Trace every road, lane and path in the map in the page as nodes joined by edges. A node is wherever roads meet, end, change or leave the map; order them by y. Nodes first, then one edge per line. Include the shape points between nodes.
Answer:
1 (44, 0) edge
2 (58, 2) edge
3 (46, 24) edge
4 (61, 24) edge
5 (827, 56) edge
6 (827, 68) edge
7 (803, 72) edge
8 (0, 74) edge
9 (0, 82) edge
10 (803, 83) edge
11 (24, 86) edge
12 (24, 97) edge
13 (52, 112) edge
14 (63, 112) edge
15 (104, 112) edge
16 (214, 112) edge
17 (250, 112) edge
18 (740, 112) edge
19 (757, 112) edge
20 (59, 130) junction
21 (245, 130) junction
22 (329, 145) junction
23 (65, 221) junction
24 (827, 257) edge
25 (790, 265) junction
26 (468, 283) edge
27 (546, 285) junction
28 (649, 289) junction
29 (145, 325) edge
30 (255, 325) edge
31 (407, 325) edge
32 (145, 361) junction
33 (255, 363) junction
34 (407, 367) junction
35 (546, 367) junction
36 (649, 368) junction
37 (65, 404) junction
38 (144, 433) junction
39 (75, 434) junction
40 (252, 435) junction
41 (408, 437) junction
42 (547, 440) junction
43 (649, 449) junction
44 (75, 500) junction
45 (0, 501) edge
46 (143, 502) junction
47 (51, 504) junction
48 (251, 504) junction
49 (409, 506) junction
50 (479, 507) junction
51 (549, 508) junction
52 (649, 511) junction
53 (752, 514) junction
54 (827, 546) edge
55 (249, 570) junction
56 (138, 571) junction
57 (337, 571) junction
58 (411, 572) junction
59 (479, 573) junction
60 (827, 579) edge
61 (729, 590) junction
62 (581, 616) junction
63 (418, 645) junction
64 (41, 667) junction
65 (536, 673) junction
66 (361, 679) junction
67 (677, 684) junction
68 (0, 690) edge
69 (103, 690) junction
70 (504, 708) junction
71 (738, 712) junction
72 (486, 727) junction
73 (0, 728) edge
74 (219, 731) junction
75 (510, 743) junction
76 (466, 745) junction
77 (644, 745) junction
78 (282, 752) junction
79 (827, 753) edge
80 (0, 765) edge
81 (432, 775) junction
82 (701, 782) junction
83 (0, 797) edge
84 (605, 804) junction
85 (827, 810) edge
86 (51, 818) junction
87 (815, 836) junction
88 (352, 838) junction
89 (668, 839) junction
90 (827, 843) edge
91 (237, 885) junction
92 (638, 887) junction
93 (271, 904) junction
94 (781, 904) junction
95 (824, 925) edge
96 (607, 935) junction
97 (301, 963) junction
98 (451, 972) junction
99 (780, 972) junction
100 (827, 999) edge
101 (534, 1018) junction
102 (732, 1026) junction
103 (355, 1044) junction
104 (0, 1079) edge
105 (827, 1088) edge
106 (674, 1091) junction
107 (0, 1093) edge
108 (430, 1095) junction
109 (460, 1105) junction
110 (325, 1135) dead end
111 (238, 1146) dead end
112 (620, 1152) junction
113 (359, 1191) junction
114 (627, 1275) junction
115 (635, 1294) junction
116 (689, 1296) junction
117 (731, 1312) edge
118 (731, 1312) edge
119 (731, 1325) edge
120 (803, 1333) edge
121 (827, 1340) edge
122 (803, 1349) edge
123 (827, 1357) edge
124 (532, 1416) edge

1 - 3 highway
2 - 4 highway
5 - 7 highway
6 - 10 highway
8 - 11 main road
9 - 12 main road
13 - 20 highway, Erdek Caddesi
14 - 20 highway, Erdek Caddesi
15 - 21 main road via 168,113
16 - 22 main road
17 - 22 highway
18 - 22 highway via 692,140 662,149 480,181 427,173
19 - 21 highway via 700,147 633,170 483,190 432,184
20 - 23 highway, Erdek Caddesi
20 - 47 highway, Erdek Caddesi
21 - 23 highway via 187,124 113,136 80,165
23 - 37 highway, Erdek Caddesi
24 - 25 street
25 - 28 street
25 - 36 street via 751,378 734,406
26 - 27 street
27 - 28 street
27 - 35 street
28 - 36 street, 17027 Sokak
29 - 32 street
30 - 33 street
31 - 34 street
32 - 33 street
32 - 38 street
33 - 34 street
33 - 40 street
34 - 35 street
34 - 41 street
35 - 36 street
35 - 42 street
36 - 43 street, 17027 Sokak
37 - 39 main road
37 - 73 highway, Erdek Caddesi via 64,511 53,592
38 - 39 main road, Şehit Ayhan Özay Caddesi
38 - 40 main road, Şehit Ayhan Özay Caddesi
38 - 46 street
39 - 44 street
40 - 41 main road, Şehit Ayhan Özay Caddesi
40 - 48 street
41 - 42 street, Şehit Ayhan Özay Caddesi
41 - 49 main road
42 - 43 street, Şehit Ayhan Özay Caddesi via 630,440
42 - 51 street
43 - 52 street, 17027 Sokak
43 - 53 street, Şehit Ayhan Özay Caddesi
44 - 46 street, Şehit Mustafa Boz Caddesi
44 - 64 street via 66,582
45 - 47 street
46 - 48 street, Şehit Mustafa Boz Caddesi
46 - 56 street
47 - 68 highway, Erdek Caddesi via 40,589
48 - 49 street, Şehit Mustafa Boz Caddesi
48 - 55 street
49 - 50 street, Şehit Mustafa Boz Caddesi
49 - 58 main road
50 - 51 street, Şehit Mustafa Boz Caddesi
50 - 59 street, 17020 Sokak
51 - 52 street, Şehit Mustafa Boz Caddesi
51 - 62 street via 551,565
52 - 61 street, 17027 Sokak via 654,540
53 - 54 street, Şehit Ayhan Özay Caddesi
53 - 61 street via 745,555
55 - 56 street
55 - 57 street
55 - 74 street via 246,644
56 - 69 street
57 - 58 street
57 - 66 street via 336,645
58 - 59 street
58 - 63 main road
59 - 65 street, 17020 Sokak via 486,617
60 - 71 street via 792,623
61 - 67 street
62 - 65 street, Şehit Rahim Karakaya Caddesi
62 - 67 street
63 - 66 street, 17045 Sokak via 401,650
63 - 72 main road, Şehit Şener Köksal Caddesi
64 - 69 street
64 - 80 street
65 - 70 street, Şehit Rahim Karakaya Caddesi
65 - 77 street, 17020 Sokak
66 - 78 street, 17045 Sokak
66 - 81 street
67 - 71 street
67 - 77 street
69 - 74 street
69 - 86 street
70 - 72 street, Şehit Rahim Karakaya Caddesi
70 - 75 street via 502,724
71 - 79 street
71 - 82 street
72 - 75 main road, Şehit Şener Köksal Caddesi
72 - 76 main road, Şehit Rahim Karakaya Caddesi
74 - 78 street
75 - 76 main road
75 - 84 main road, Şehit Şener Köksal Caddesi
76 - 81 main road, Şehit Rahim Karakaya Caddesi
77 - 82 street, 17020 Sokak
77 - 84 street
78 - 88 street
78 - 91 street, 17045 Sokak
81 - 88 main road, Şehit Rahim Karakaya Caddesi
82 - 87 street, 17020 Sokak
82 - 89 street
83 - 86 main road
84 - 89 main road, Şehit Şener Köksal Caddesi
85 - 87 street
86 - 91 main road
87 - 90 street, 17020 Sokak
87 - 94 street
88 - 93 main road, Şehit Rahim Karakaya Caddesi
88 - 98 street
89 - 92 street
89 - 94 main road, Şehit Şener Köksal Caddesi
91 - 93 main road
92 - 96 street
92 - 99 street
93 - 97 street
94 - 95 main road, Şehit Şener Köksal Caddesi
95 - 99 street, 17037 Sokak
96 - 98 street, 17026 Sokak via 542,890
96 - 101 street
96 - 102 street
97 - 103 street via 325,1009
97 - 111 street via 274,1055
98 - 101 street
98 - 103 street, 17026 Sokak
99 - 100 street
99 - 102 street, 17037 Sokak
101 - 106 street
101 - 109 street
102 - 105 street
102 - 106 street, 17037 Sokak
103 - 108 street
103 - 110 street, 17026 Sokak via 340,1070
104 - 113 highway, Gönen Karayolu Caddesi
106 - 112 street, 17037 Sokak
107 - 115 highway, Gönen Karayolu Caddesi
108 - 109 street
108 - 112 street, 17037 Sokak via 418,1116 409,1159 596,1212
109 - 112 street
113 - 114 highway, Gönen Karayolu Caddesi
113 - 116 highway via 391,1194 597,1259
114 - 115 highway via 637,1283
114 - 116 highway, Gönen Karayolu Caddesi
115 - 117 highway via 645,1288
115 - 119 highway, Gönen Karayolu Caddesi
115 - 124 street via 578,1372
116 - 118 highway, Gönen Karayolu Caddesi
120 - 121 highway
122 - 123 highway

• • • •

[Exercise aim]:
Among the lines above, show every one that contains the string "Mustafa".

[Expected answer]:
44 - 46 street, Şehit Mustafa Boz Caddesi
46 - 48 street, Şehit Mustafa Boz Caddesi
48 - 49 street, Şehit Mustafa Boz Caddesi
49 - 50 street, Şehit Mustafa Boz Caddesi
50 - 51 street, Şehit Mustafa Boz Caddesi
51 - 52 street, Şehit Mustafa Boz Caddesi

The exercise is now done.